Ms. Siami’s 25-year career spans roles in corporate management, clinical and RWE research, and strategy and business development. She served in leadership positions for 15 years at New England Research Institutes, Inc. (acquired by HealthCore in 2017), including as the Scientific Integrity Officer, and oversaw the NERI Institutional Review Board. She was also involved in the Boston Pediatric Device Consortium funded by the FDA and served as Principal Investigator of the Data & Statistical Coordinating Center for several NIH-funded medical device studies. In addition, Ms. Siami has a proven history in leading multi-stakeholder collaborations for clinical and regulatory decision-making in the medical device industry for abdominal aortic aneurysms, thoracic aortic dissections, carotid stenting, and inferior vena cava filters. She has given over 45 scientific presentations and has over 50 publications in major medical journals and book chapters.
“Sandi is an innovator and accomplished leader, and I’m excited to collaborate with her to guide NESTcc’s strategic priorities, deliver on its vision, and demonstrate its value for stakeholders across the medical device ecosystem,” said Adrian Hernandez, M.D., MHS, chair of the NESTcc Governing Committee, professor of Medicine at Duke School of Medicine, and vice dean and executive director of the Duke Clinical Research Institute.

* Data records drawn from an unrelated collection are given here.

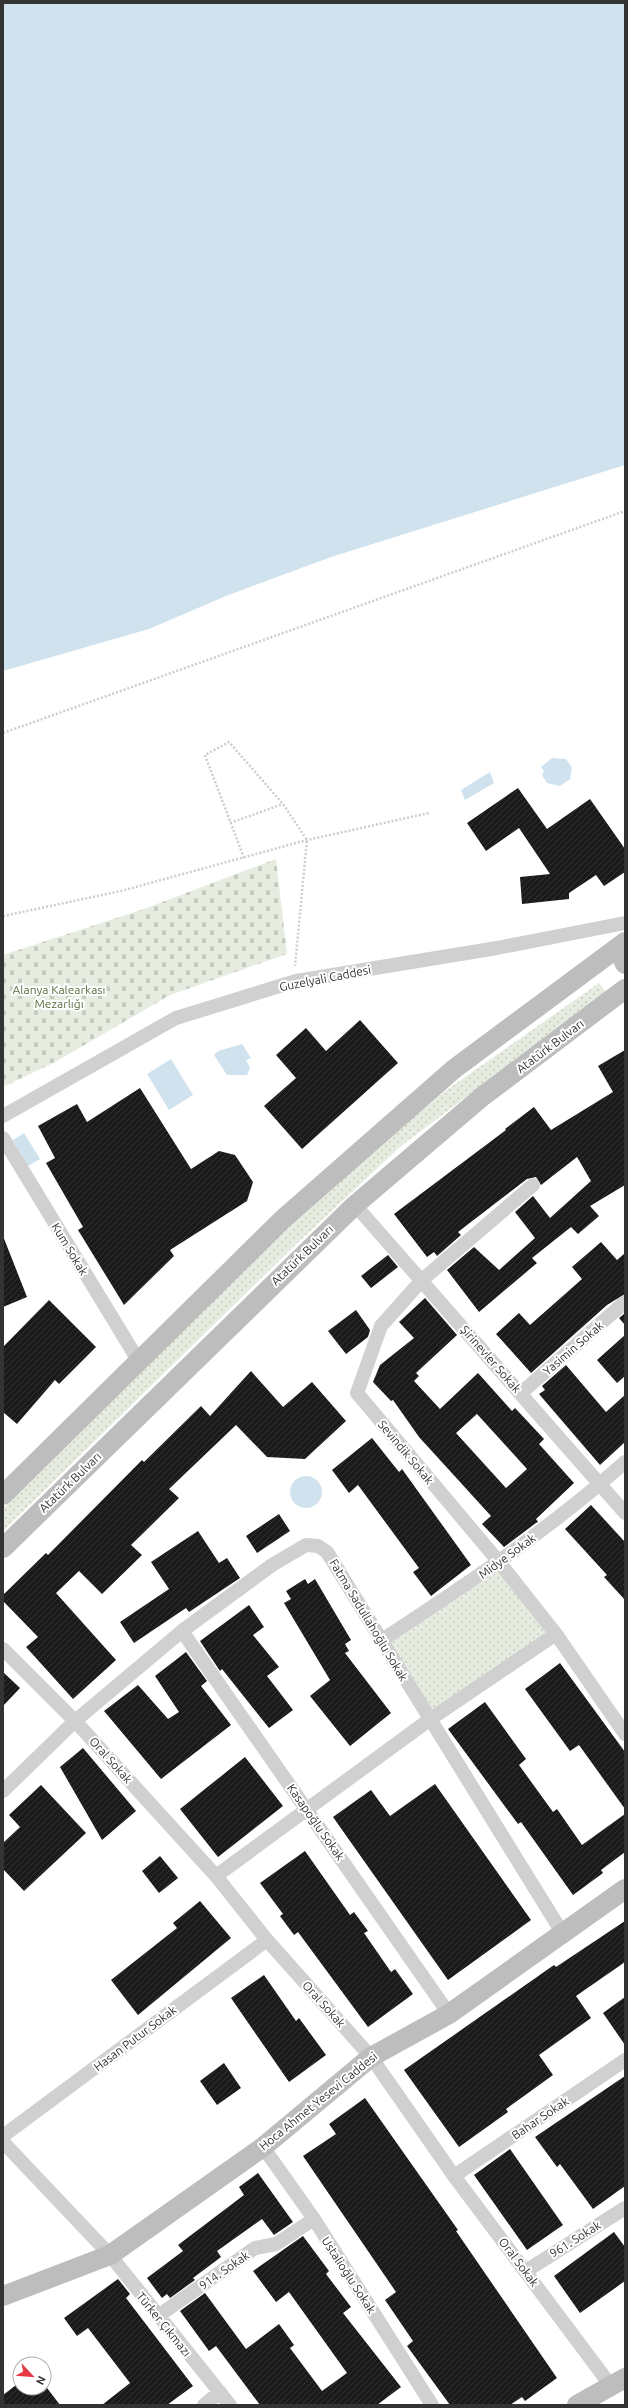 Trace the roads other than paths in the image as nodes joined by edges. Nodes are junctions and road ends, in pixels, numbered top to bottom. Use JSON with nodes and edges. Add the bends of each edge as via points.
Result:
{"nodes":[{"id":1,"x":625,"y":923,"type":"edge"},
{"id":2,"x":623,"y":951,"type":"edge"},
{"id":3,"x":620,"y":999,"type":"edge"},
{"id":4,"x":3,"y":1116,"type":"edge"},
{"id":5,"x":3,"y":1138,"type":"edge"},
{"id":6,"x":533,"y":1185,"type":"dead end"},
{"id":7,"x":355,"y":1205,"type":"junction"},
{"id":8,"x":422,"y":1280,"type":"junction"},
{"id":9,"x":625,"y":1302,"type":"edge"},
{"id":10,"x":138,"y":1360,"type":"junction"},
{"id":11,"x":521,"y":1393,"type":"junction"},
{"id":12,"x":625,"y":1462,"type":"edge"},
{"id":13,"x":599,"y":1486,"type":"junction"},
{"id":14,"x":3,"y":1495,"type":"edge"},
{"id":15,"x":625,"y":1513,"type":"edge"},
{"id":16,"x":3,"y":1548,"type":"edge"},
{"id":17,"x":499,"y":1562,"type":"junction"},
{"id":18,"x":182,"y":1631,"type":"junction"},
{"id":19,"x":556,"y":1634,"type":"junction"},
{"id":20,"x":382,"y":1640,"type":"junction"},
{"id":21,"x":3,"y":1649,"type":"edge"},
{"id":22,"x":429,"y":1720,"type":"junction"},
{"id":23,"x":75,"y":1721,"type":"junction"},
{"id":24,"x":625,"y":1734,"type":"edge"},
{"id":25,"x":3,"y":1791,"type":"edge"},
{"id":26,"x":308,"y":1810,"type":"junction"},
{"id":27,"x":216,"y":1876,"type":"junction"},
{"id":28,"x":625,"y":1889,"type":"edge"},
{"id":29,"x":563,"y":1934,"type":"junction"},
{"id":30,"x":267,"y":1940,"type":"junction"},
{"id":31,"x":449,"y":2014,"type":"junction"},
{"id":32,"x":371,"y":2057,"type":"junction"},
{"id":33,"x":625,"y":2060,"type":"edge"},
{"id":34,"x":3,"y":2136,"type":"edge"},
{"id":35,"x":3,"y":2142,"type":"edge"},
{"id":36,"x":263,"y":2147,"type":"junction"},
{"id":37,"x":454,"y":2176,"type":"junction"},
{"id":38,"x":625,"y":2208,"type":"edge"},
{"id":39,"x":314,"y":2219,"type":"junction"},
{"id":40,"x":110,"y":2254,"type":"junction"},
{"id":41,"x":526,"y":2271,"type":"junction"},
{"id":42,"x":3,"y":2296,"type":"edge"},
{"id":43,"x":158,"y":2316,"type":"junction"},
{"id":44,"x":618,"y":2382,"type":"edge"},
{"id":45,"x":220,"y":2392,"type":"junction"},
{"id":46,"x":586,"y":2403,"type":"edge"},
{"id":47,"x":204,"y":2405,"type":"edge"},
{"id":48,"x":230,"y":2405,"type":"edge"},
{"id":49,"x":432,"y":2405,"type":"edge"}],
"edges":[{"from":1,"to":4,"type":"street","name":"Guzelyali Caddesi","via":[[497,948],[296,981],[176,1018]]},
{"from":2,"to":10,"type":"street","via":[[454,1069],[283,1219]]},
{"from":3,"to":7,"type":"street","name":"Atatürk Bulvarı","via":[[483,1096]]},
{"from":5,"to":10,"type":"street","name":"Kum Sokak"},
{"from":6,"to":8,"type":"street","name":"Sevindik Sokak"},
{"from":7,"to":8,"type":"street","name":"Şirinevler Sokak"},
{"from":7,"to":16,"type":"street","name":"Atatürk Bulvarı"},
{"from":8,"to":11,"type":"street","name":"Şirinevler Sokak"},
{"from":8,"to":17,"type":"street","name":"Sevindik Sokak","via":[[381,1326],[356,1393]]},
{"from":9,"to":11,"type":"street","name":"Yasimin Sokak"},
{"from":10,"to":14,"type":"street"},
{"from":11,"to":13,"type":"street","name":"Şirinevler Sokak"},
{"from":12,"to":13,"type":"street","name":"Midye Sokak"},
{"from":13,"to":15,"type":"street","name":"Şirinevler Sokak"},
{"from":13,"to":17,"type":"street","name":"Midye Sokak"},
{"from":17,"to":19,"type":"street","name":"Sevindik Sokak"},
{"from":17,"to":20,"type":"street","name":"Midye Sokak"},
{"from":18,"to":20,"type":"street","name":"Fatma Sadullahoğlu Sokak","via":[[272,1565],[306,1544],[327,1552]]},
{"from":18,"to":23,"type":"street","name":"Fatma Sadullahoğlu Sokak"},
{"from":18,"to":26,"type":"street","name":"Kasapoğlu Sokak"},
{"from":19,"to":22,"type":"street"},
{"from":19,"to":24,"type":"street","name":"Sevindik Sokak"},
{"from":20,"to":22,"type":"street","name":"Fatma Sadullahoğlu Sokak"},
{"from":21,"to":23,"type":"street","name":"Oral Sokak"},
{"from":22,"to":26,"type":"street"},
{"from":22,"to":29,"type":"street","name":"Fatma Sadullahoğlu Sokak"},
{"from":23,"to":25,"type":"street","name":"Fatma Sadullahoğlu Sokak"},
{"from":23,"to":27,"type":"street","name":"Oral Sokak"},
{"from":26,"to":27,"type":"street"},
{"from":26,"to":31,"type":"street","name":"Kasapoğlu Sokak"},
{"from":27,"to":30,"type":"street","name":"Oral Sokak"},
{"from":28,"to":29,"type":"street","name":"Hoca Ahmet Yesevi Caddesi"},
{"from":29,"to":31,"type":"street","name":"Hoca Ahmet Yesevi Caddesi"},
{"from":30,"to":32,"type":"street","name":"Oral Sokak"},
{"from":30,"to":34,"type":"street","name":"Hasan Putur Sokak"},
{"from":31,"to":32,"type":"street","name":"Hoca Ahmet Yesevi Caddesi"},
{"from":32,"to":36,"type":"street","name":"Hoca Ahmet Yesevi Caddesi"},
{"from":32,"to":37,"type":"street","name":"Oral Sokak"},
{"from":33,"to":37,"type":"street","name":"Bahar Sokak"},
{"from":35,"to":40,"type":"street","name":"Türker Çıkmazı"},
{"from":36,"to":39,"type":"street","name":"Ustalioğlu Sokak"},
{"from":36,"to":40,"type":"street","name":"Hoca Ahmet Yesevi Caddesi"},
{"from":37,"to":41,"type":"street","name":"Oral Sokak"},
{"from":38,"to":41,"type":"street","name":"961. Sokak"},
{"from":39,"to":43,"type":"street","name":"914. Sokak","via":[[276,2244],[255,2248]]},
{"from":39,"to":49,"type":"street","name":"Ustalioğlu Sokak"},
{"from":40,"to":42,"type":"street","name":"Hoca Ahmet Yesevi Caddesi"},
{"from":40,"to":43,"type":"street","name":"Türker Çıkmazı"},
{"from":41,"to":44,"type":"street","name":"Oral Sokak"},
{"from":43,"to":45,"type":"street","name":"Türker Çıkmazı"},
{"from":44,"to":46,"type":"street"},
{"from":45,"to":47,"type":"street"},
{"from":45,"to":48,"type":"street","name":"Türker Çıkmazı"}]}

About the National Evaluation System for health Technology Coordinating Center
In 2016, the U.S. Food and Drug Administration (FDA) awarded the Medical Device Innovation Consortium (MDIC) $3 million in seed funding to establish the National Evaluation System for health Technology Coordinating Center (NESTcc). The Coordinating Center seeks to support the sustainable generation and use of timely, reliable, and cost-effective Real-World Evidence (RWE) throughout the medical device lifecycle, using Real-World Data (RWD) that meets robust methodological standards and is generated in the course of clinical care and everyday life by patients, providers, or payers, and for the purpose of enhancing regulatory and clinical decision-making. For more information, visit http://www.nestcc.org.
About the Medical Device Innovation Consortium
Founded in 2012, the Medical Device Innovation Consortium (MDIC) is the first public-private partnership created with the sole objective of advancing medical device regulatory science throughout the total product life cycle. MDIC’s mission is to promote public health through science and technology and to enhance trust and confidence among stakeholders. MDIC works in the pre-competitive space to facilitate the development of methods, tools, and approaches that enhance understanding and improve evaluation of product safety, quality, and effectiveness. Its initiatives improve product safety and patient access to cutting-edge medical technology while reducing cost and time to market. For more information, visit http://www.mdic.org.
Funding for NESTcc was made possible, in part, by the Food and Drug Administration through grant (1 U01 FD 006292-01). Views expressed in written materials or publications and by speakers and moderators do not necessarily reflect the official policies of the Department of Health and Human Services; nor does any mention of trade names, commercial practices, or organization imply endorsement by the United States Government.